Task to carry out:
Every record must be copied exactly. Leave nothing out.

Data for review:
☆ ☆ ☆ ☆ ☆

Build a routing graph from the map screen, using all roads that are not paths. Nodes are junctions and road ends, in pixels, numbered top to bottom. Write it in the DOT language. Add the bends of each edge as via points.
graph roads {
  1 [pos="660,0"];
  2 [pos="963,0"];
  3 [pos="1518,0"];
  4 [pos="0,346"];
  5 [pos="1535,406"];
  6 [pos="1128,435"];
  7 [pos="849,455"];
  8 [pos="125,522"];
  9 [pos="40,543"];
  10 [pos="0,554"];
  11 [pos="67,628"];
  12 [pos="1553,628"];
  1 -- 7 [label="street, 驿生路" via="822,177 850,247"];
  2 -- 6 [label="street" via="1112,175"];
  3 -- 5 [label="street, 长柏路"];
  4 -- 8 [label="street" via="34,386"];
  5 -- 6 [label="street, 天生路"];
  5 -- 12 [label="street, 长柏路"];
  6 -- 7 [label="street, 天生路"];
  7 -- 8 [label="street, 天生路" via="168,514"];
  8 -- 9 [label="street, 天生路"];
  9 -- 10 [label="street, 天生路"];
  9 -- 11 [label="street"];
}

☆ ☆ ☆ ☆ ☆

Expected answer:
Build a routing graph from the map screen, using all roads that are not paths. Nodes are junctions and road ends, in pixels, numbered top to bottom. Write it in the DOT language. Add the bends of each edge as via points.
graph roads {
  1 [pos="660,0"];
  2 [pos="963,0"];
  3 [pos="1518,0"];
  4 [pos="0,346"];
  5 [pos="1535,406"];
  6 [pos="1128,435"];
  7 [pos="849,455"];
  8 [pos="125,522"];
  9 [pos="40,543"];
  10 [pos="0,554"];
  11 [pos="67,628"];
  12 [pos="1553,628"];
  1 -- 7 [label="street, 驿生路" via="822,177 850,247"];
  2 -- 6 [label="street" via="1112,175"];
  3 -- 5 [label="street, 长柏路"];
  4 -- 8 [label="street" via="34,386"];
  5 -- 6 [label="street, 天生路"];
  5 -- 12 [label="street, 长柏路"];
  6 -- 7 [label="street, 天生路"];
  7 -- 8 [label="street, 天生路" via="168,514"];
  8 -- 9 [label="street, 天生路"];
  9 -- 10 [label="street, 天生路"];
  9 -- 11 [label="street"];
}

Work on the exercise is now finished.